Excerpted records »
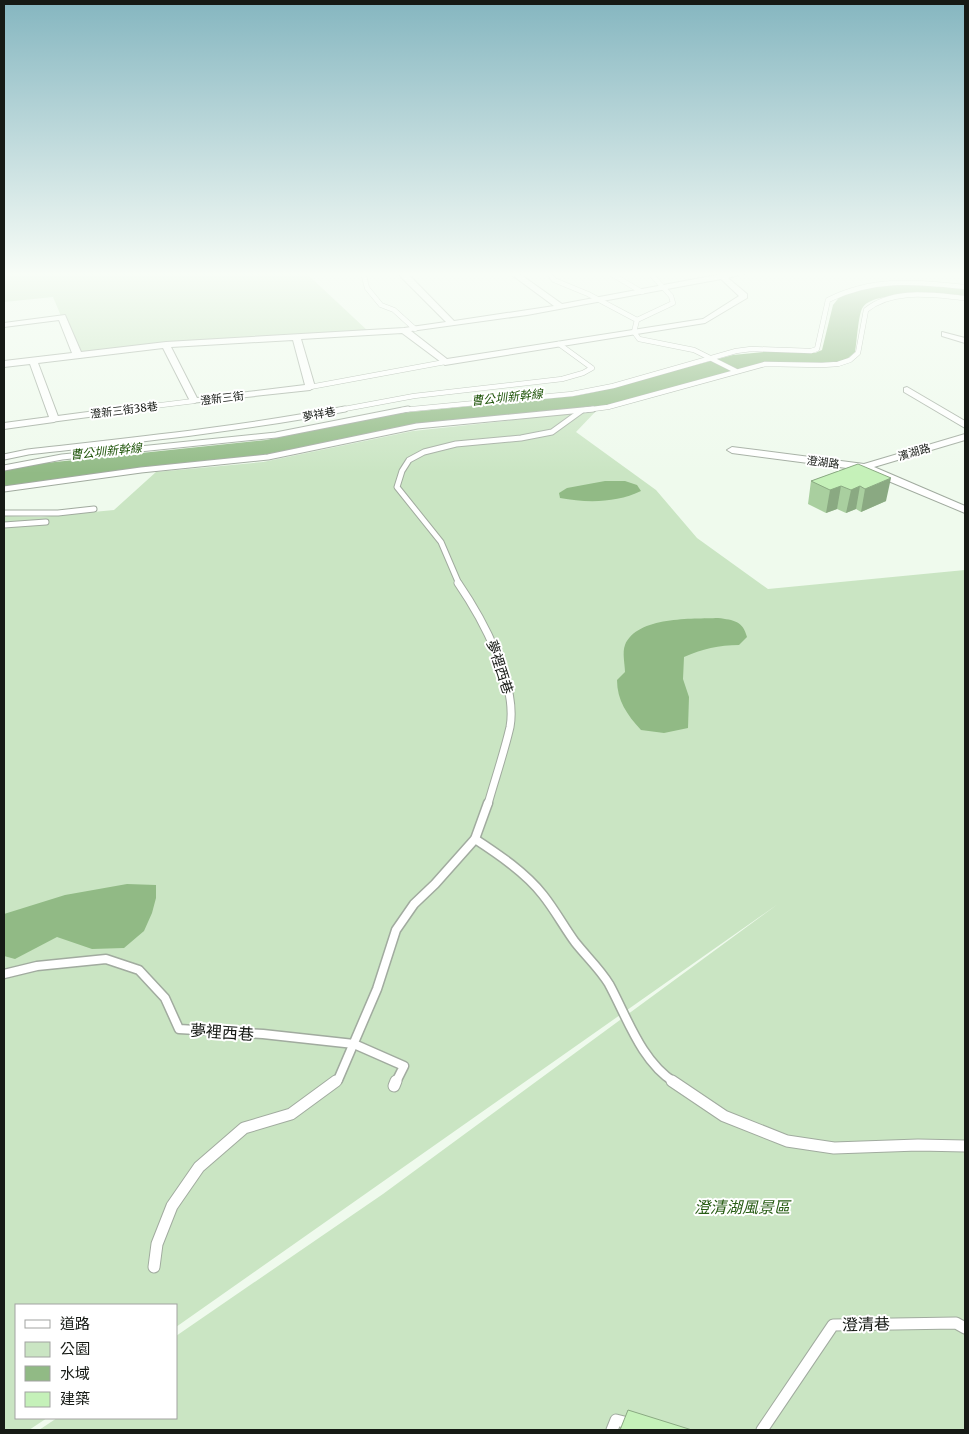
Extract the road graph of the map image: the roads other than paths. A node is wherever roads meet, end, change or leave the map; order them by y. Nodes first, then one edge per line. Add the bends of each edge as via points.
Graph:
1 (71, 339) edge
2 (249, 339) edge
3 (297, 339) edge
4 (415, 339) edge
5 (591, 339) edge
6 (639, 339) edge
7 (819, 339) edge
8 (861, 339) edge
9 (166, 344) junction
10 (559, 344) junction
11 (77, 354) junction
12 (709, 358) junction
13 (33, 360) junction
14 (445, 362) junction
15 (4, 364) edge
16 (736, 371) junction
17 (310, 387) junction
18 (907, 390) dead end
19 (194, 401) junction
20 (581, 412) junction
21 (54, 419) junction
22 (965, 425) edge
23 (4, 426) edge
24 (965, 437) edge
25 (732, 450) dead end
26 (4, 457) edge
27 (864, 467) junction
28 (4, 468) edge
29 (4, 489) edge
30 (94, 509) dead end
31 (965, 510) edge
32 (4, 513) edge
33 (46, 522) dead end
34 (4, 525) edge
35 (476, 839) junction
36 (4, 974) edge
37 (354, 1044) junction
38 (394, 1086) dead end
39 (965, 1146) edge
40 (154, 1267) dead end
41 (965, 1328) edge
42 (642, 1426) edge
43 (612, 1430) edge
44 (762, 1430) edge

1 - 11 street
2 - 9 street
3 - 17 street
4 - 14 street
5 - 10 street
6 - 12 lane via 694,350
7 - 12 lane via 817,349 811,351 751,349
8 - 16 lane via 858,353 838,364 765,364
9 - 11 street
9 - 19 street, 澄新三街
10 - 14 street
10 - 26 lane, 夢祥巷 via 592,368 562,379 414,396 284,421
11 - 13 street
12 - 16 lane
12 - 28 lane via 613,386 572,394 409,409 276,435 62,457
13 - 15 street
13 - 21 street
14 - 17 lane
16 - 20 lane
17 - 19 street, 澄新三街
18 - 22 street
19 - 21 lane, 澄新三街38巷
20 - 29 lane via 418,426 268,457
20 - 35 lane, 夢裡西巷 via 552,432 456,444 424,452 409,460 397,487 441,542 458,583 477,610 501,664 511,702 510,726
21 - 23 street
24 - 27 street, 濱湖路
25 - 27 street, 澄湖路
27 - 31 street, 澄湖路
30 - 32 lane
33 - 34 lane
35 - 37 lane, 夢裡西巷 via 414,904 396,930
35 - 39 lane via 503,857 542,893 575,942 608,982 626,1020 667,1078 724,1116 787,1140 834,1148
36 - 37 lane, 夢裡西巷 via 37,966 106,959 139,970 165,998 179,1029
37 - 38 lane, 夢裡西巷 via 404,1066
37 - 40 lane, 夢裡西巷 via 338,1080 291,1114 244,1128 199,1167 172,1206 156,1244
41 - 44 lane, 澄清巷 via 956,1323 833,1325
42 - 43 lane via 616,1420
---
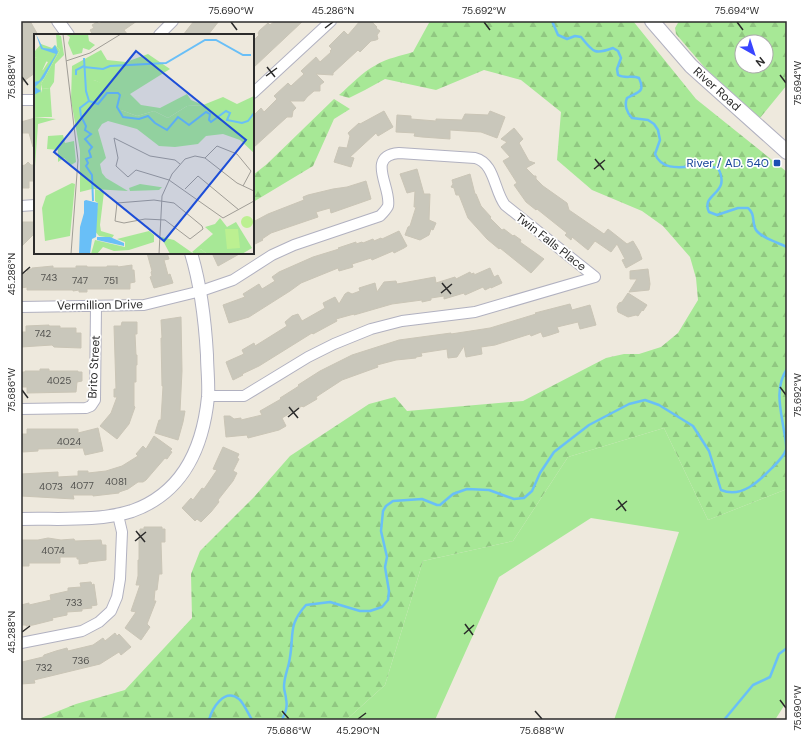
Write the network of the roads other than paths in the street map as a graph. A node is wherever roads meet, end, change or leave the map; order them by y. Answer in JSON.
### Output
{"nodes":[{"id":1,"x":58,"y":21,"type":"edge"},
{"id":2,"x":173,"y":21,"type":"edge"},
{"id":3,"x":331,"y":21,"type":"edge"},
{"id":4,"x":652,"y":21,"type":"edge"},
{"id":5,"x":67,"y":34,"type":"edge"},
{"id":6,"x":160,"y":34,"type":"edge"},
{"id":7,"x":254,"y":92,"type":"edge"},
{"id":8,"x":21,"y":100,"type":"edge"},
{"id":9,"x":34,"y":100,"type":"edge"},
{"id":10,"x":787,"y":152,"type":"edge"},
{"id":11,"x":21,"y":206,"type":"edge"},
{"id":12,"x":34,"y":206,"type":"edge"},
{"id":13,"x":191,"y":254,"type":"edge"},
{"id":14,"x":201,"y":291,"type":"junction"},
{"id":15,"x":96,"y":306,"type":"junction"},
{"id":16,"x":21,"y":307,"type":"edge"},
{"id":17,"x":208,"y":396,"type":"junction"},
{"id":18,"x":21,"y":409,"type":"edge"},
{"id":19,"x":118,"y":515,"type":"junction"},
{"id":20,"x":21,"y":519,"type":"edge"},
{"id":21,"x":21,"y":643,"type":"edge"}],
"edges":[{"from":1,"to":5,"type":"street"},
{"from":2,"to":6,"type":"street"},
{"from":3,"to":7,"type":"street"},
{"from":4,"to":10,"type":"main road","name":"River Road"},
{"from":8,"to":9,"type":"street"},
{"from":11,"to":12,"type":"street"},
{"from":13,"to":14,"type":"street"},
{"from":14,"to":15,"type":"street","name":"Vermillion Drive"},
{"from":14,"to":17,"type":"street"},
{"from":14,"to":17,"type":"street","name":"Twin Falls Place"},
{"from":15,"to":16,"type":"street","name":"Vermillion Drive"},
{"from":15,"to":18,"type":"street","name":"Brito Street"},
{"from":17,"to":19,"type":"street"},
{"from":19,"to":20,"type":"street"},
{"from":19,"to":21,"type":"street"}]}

Activity »
Find the string "change" in the entries above. Copy each line where it occurs.

Answer to this exercise »
Extract the road graph of the map image: the roads other than paths. A node is wherever roads meet, end, change or leave the map; order them by y. Nodes first, then one edge per line. Add the bends of each edge as via points.
Write the network of the roads other than paths in the street map as a graph. A node is wherever roads meet, end, change or leave the map; order them by y. Answer in JSON.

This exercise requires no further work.